Page:Fiel - Marane la passionnée, 1938.pdf/25

La bibliothèque libre.
Le texte de cette page a été corrigé et est conforme au fac-similé.
25
marane la passionnée

— Alors, moi, maman, je partirai dans trois jours.

Ma mère parut surprise, puis émue par ma décision.

Quand Évariste entendit que j’étais décidée à ce séjour, il dit :

— Puisque Marane reste encore trois jours, je vais envoyer un télégramme à mon ami, afin qu’il ne m’attende pas aujourd’hui. De cette façon, nous aurons encore ces deux jours pour nous promener.

Je fus enthousiasmée par cette détermination et je battis des mains.

Durant l’après-midi, une tempête s’éleva.

Le vent, entre ses sifflements de sirène, ne cessait pas ses lamentations, ses colères, ses plaintes profondes ou aiguës.

Mon frère ne voulait pas sortir, mais j’insistai.

— C’est tellement beau ! Je connais un endroit où l’on est à l’abri, et d’où l’on voit des tableaux merveilleux. Les rochers ont l’air vivant et quand les vagues butent dessus, on dirait une bataille. Viens voir cela !

— Tu es donc cruelle ?

— Non… mais j’aime contempler les éléments aux prises.

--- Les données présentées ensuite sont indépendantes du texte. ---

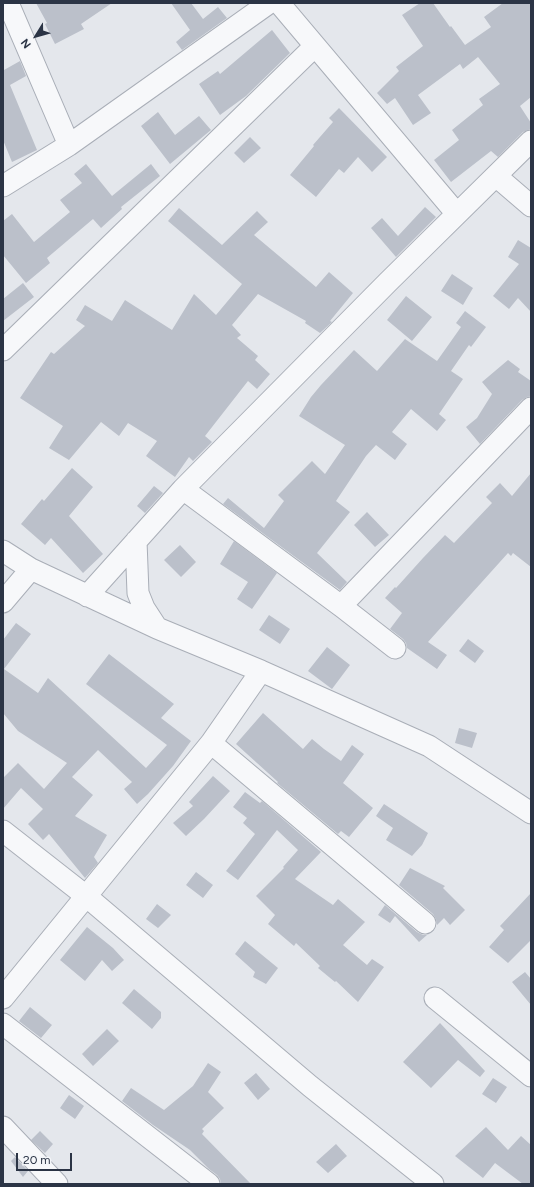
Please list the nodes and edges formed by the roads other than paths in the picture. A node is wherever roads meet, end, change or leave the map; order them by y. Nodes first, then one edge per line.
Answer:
1 (8, 3) edge
2 (269, 3) edge
3 (279, 3) edge
4 (315, 46) junction
5 (531, 141) edge
6 (68, 145) junction
7 (496, 176) junction
8 (3, 186) edge
9 (531, 206) edge
10 (457, 214) junction
11 (3, 350) edge
12 (531, 408) edge
13 (183, 489) junction
14 (136, 541) junction
15 (3, 551) edge
16 (31, 569) junction
17 (87, 596) junction
18 (3, 602) edge
19 (341, 606) junction
20 (157, 628) junction
21 (395, 648) dead end
22 (261, 671) junction
23 (211, 743) junction
24 (528, 812) edge
25 (3, 831) edge
26 (86, 896) junction
27 (425, 923) dead end
28 (5, 991) edge
29 (435, 998) dead end
30 (3, 1024) edge
31 (531, 1076) edge
32 (3, 1127) edge
33 (57, 1184) edge
34 (210, 1184) edge
35 (433, 1184) edge

1 - 6 street
2 - 6 street
3 - 4 street
4 - 10 street
4 - 11 street
5 - 7 street
6 - 8 street
7 - 9 street
7 - 10 street
10 - 13 street
12 - 19 street
13 - 14 street
13 - 19 street
14 - 17 street
14 - 20 street
15 - 16 street
16 - 17 street
16 - 18 street
17 - 20 street
19 - 21 street
20 - 22 street
22 - 23 street
22 - 24 street
23 - 26 street
23 - 27 street
25 - 26 street
26 - 28 street
26 - 35 street
29 - 31 street
30 - 34 street
32 - 33 street

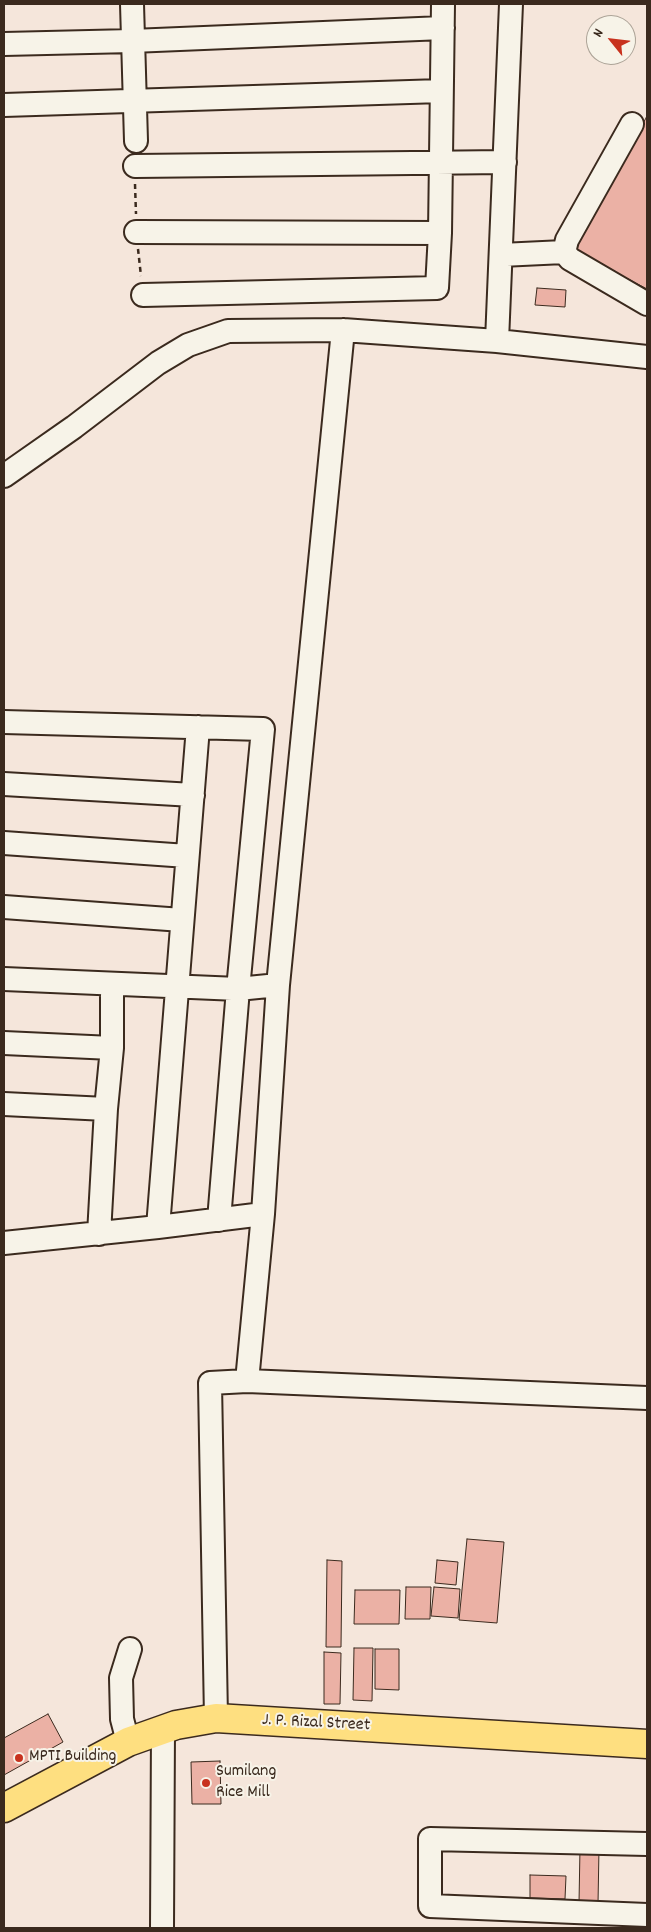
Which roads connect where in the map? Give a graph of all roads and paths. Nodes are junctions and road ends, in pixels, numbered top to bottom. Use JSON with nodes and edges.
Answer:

— Tu ne penses pas aux barques qui peuvent être brisées par la tempête ?

— Oh ! si, j’y pense !

Je me souvenais d’une femme qui croyait son mari disparu. J’étais allée la voir en lui portant mes petites économies. Puis, j’avais guetté, pendant des jours, le bateau du père Garech. Je m’étais fatiguée les yeux à scruter l’horizon gris, ou rougi par la pourpre du couchant. Un soir, j’avais reconnu la voile attendue. Elle apparaissait lumineuse au milieu des rayons qui s’éteignaient. Je dégringolai de mon rocher et je courus à perdre haleine jusque chez M. le curé pour lui porter la bonne nouvelle en le suppliant d’aller tout de suite chez la femme du pêcheur qui demeurait un peu loin pour moi. Je n’avais pas attendu un merci, car nul merci ne pouvait égaler pour mon âme la douceur de causer cette surprise.

Je n’avais rien dit de ce drame à ma mère.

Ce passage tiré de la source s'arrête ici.